INSTRUCTIONS FOR THE TASK:
Count every line in the following entries that holds the word "РЕПИНА". Only the number should be given.

────────

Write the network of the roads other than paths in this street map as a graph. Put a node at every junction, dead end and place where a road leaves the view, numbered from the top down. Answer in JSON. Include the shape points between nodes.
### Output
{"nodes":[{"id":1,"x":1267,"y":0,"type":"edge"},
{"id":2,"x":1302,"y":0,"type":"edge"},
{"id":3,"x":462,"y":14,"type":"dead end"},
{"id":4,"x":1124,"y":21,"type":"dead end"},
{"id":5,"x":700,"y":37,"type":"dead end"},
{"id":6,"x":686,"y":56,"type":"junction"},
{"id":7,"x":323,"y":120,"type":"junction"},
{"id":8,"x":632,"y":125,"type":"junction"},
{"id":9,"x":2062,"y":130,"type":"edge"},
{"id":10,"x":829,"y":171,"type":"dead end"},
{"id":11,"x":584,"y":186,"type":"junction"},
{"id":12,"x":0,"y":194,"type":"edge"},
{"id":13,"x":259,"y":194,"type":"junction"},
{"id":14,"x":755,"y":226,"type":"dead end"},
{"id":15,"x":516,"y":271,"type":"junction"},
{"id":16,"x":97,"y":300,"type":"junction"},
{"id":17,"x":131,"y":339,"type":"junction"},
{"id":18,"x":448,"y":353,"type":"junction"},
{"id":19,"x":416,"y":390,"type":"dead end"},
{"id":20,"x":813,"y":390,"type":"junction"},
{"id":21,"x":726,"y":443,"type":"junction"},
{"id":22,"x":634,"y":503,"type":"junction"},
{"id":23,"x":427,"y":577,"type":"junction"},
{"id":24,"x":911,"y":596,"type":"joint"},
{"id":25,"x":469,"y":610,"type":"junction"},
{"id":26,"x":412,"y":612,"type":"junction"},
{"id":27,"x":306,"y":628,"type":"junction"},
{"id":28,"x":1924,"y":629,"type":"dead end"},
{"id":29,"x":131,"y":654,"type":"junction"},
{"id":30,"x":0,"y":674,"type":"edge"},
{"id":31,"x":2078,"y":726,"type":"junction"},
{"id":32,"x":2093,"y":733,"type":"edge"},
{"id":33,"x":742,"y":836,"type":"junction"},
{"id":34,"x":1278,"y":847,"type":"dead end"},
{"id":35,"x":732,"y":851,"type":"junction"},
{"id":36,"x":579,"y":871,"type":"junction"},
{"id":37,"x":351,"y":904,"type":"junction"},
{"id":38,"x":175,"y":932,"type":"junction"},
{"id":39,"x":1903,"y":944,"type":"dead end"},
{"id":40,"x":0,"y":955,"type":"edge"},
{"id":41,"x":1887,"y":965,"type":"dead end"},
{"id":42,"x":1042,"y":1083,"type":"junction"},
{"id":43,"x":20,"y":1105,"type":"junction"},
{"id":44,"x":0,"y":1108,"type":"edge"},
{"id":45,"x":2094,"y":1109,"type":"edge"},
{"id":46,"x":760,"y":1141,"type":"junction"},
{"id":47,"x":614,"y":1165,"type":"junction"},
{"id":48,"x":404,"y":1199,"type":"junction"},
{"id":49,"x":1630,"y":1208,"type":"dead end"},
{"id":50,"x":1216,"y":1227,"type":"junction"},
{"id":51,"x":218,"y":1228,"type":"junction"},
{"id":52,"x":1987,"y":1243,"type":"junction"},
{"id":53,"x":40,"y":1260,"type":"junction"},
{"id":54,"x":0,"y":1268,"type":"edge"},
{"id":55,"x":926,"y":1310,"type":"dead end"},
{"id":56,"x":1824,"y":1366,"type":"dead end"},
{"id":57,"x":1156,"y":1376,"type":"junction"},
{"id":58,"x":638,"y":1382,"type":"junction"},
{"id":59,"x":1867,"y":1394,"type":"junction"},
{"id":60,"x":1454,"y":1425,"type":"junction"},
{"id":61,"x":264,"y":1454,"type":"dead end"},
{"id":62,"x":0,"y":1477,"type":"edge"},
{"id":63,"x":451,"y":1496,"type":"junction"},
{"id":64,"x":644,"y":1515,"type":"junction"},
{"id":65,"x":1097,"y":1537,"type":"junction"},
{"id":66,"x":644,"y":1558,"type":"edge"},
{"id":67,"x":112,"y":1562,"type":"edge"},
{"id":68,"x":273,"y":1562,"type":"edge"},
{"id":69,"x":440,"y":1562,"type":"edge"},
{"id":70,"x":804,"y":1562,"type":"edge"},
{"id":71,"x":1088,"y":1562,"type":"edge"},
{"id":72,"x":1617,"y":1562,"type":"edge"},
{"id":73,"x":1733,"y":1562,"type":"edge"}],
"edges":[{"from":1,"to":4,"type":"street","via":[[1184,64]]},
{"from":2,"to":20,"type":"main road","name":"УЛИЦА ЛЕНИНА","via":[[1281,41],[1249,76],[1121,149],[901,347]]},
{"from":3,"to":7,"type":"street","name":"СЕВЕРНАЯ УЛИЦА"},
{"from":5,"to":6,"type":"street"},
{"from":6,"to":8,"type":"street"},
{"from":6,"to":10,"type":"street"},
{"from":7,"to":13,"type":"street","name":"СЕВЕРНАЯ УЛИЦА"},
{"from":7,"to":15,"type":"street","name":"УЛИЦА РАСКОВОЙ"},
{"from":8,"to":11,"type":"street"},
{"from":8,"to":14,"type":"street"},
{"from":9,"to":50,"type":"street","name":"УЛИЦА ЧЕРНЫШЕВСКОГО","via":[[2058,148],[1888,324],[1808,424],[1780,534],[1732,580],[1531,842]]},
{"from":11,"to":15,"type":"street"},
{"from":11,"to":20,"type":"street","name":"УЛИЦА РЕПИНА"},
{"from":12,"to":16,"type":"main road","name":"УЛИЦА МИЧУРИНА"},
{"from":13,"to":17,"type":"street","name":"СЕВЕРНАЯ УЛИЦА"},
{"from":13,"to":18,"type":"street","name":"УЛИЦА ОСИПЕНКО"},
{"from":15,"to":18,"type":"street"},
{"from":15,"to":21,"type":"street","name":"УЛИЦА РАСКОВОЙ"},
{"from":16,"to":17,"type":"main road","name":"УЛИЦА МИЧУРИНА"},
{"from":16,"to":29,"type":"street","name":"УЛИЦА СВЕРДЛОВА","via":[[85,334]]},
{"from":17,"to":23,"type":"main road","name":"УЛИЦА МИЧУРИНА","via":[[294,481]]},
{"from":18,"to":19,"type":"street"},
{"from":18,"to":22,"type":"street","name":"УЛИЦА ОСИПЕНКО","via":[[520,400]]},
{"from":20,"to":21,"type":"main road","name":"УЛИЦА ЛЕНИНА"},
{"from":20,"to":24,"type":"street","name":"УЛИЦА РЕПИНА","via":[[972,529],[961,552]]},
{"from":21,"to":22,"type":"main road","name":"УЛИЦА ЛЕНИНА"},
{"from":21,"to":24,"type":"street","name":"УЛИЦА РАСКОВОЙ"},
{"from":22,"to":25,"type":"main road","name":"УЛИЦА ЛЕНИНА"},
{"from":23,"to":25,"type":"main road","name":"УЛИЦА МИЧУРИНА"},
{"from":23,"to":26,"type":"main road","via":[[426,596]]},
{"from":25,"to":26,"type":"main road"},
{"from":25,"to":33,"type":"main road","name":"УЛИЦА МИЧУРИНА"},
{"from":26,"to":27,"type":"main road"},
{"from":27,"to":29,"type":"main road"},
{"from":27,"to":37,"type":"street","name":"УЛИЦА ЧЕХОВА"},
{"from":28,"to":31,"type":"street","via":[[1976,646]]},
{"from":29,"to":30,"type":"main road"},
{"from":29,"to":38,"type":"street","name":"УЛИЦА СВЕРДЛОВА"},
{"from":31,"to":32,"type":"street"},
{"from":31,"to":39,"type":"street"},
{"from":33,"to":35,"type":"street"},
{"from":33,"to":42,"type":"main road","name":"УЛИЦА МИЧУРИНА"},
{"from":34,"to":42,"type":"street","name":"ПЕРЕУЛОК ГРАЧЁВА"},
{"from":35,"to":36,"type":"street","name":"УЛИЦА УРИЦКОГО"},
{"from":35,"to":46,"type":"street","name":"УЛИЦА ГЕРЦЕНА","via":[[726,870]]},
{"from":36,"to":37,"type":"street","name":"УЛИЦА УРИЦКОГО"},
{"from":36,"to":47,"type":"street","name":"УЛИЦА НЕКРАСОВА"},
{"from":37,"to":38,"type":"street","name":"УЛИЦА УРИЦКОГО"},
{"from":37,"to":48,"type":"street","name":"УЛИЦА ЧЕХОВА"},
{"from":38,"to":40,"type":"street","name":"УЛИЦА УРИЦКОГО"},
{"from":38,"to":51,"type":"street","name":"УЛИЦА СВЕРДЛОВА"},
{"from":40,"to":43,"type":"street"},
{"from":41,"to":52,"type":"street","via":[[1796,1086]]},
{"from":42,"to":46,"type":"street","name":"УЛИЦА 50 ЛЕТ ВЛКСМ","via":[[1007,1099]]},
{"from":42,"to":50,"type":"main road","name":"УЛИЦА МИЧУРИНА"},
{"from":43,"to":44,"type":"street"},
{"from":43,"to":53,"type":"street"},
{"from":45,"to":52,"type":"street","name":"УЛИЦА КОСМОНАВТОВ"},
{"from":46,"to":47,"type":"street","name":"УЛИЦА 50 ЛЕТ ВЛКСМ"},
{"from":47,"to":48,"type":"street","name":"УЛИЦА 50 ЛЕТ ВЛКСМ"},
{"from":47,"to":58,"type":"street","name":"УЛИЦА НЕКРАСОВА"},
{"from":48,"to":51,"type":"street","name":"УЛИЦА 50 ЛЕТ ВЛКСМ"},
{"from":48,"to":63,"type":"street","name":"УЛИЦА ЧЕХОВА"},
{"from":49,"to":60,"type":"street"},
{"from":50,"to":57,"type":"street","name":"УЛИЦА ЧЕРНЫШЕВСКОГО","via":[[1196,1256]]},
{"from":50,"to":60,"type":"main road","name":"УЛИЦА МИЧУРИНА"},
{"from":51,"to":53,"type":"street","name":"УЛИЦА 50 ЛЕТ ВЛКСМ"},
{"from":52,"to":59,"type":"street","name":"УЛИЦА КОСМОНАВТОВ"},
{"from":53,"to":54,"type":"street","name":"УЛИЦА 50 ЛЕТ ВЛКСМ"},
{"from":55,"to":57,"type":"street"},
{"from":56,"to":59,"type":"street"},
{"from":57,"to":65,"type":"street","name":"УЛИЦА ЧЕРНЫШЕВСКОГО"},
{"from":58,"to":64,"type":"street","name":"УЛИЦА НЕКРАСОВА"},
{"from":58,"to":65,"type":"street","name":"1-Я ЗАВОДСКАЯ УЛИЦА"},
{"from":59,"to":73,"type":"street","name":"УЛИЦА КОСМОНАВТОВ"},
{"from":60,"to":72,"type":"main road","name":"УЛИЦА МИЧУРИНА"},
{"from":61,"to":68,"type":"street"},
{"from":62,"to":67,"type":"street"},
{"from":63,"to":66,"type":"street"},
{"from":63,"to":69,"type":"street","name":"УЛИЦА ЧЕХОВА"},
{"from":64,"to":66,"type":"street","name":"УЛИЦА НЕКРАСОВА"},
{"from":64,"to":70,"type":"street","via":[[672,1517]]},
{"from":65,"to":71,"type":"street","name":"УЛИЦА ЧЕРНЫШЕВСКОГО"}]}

────────

RESPONSE:
2